## Collected data

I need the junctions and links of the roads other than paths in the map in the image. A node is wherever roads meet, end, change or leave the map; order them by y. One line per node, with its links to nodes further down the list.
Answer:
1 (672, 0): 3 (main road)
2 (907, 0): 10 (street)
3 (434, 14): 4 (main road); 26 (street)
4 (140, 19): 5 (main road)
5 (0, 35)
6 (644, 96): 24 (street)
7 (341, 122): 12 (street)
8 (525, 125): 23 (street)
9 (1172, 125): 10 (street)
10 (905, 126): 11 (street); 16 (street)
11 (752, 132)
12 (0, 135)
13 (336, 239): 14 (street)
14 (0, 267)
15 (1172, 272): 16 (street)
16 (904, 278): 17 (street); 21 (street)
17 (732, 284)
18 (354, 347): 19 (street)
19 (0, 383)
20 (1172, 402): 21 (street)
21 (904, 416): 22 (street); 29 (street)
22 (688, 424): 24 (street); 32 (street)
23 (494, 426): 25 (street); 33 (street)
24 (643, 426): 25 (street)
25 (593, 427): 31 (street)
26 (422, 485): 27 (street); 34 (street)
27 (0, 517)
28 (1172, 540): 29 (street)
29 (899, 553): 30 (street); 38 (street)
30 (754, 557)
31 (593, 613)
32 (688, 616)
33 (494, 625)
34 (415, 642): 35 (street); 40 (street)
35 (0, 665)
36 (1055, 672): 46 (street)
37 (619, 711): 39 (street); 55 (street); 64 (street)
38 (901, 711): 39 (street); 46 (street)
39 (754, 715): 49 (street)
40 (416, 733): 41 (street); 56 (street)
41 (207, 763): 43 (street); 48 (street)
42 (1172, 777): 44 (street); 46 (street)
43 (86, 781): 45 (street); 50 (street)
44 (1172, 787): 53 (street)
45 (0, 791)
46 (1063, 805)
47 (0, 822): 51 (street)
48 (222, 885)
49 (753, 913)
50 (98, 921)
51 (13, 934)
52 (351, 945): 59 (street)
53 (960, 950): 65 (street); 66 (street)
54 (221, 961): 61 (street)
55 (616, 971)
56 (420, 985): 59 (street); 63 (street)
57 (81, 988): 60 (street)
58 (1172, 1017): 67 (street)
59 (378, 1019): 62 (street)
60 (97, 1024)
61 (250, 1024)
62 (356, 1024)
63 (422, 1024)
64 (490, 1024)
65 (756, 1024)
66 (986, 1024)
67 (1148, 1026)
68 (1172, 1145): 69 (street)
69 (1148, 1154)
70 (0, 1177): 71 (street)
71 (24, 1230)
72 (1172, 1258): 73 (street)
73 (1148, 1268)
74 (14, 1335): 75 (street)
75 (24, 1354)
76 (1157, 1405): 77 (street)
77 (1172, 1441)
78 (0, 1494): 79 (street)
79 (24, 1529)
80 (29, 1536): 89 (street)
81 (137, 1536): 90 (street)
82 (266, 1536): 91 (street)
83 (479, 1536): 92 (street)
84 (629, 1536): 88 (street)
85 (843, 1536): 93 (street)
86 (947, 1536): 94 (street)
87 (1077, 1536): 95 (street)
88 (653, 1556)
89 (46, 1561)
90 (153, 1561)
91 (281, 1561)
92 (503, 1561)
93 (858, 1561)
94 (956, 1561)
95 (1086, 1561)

## TASK BRIEF
Set down the entries above once more, verbatim.

## EXERCISE SOLUTION
I need the junctions and links of the roads other than paths in the map in the image. A node is wherever roads meet, end, change or leave the map; order them by y. One line per node, with its links to nodes further down the list.
Answer:
1 (672, 0): 3 (main road)
2 (907, 0): 10 (street)
3 (434, 14): 4 (main road); 26 (street)
4 (140, 19): 5 (main road)
5 (0, 35)
6 (644, 96): 24 (street)
7 (341, 122): 12 (street)
8 (525, 125): 23 (street)
9 (1172, 125): 10 (street)
10 (905, 126): 11 (street); 16 (street)
11 (752, 132)
12 (0, 135)
13 (336, 239): 14 (street)
14 (0, 267)
15 (1172, 272): 16 (street)
16 (904, 278): 17 (street); 21 (street)
17 (732, 284)
18 (354, 347): 19 (street)
19 (0, 383)
20 (1172, 402): 21 (street)
21 (904, 416): 22 (street); 29 (street)
22 (688, 424): 24 (street); 32 (street)
23 (494, 426): 25 (street); 33 (street)
24 (643, 426): 25 (street)
25 (593, 427): 31 (street)
26 (422, 485): 27 (street); 34 (street)
27 (0, 517)
28 (1172, 540): 29 (street)
29 (899, 553): 30 (street); 38 (street)
30 (754, 557)
31 (593, 613)
32 (688, 616)
33 (494, 625)
34 (415, 642): 35 (street); 40 (street)
35 (0, 665)
36 (1055, 672): 46 (street)
37 (619, 711): 39 (street); 55 (street); 64 (street)
38 (901, 711): 39 (street); 46 (street)
39 (754, 715): 49 (street)
40 (416, 733): 41 (street); 56 (street)
41 (207, 763): 43 (street); 48 (street)
42 (1172, 777): 44 (street); 46 (street)
43 (86, 781): 45 (street); 50 (street)
44 (1172, 787): 53 (street)
45 (0, 791)
46 (1063, 805)
47 (0, 822): 51 (street)
48 (222, 885)
49 (753, 913)
50 (98, 921)
51 (13, 934)
52 (351, 945): 59 (street)
53 (960, 950): 65 (street); 66 (street)
54 (221, 961): 61 (street)
55 (616, 971)
56 (420, 985): 59 (street); 63 (street)
57 (81, 988): 60 (street)
58 (1172, 1017): 67 (street)
59 (378, 1019): 62 (street)
60 (97, 1024)
61 (250, 1024)
62 (356, 1024)
63 (422, 1024)
64 (490, 1024)
65 (756, 1024)
66 (986, 1024)
67 (1148, 1026)
68 (1172, 1145): 69 (street)
69 (1148, 1154)
70 (0, 1177): 71 (street)
71 (24, 1230)
72 (1172, 1258): 73 (street)
73 (1148, 1268)
74 (14, 1335): 75 (street)
75 (24, 1354)
76 (1157, 1405): 77 (street)
77 (1172, 1441)
78 (0, 1494): 79 (street)
79 (24, 1529)
80 (29, 1536): 89 (street)
81 (137, 1536): 90 (street)
82 (266, 1536): 91 (street)
83 (479, 1536): 92 (street)
84 (629, 1536): 88 (street)
85 (843, 1536): 93 (street)
86 (947, 1536): 94 (street)
87 (1077, 1536): 95 (street)
88 (653, 1556)
89 (46, 1561)
90 (153, 1561)
91 (281, 1561)
92 (503, 1561)
93 (858, 1561)
94 (956, 1561)
95 (1086, 1561)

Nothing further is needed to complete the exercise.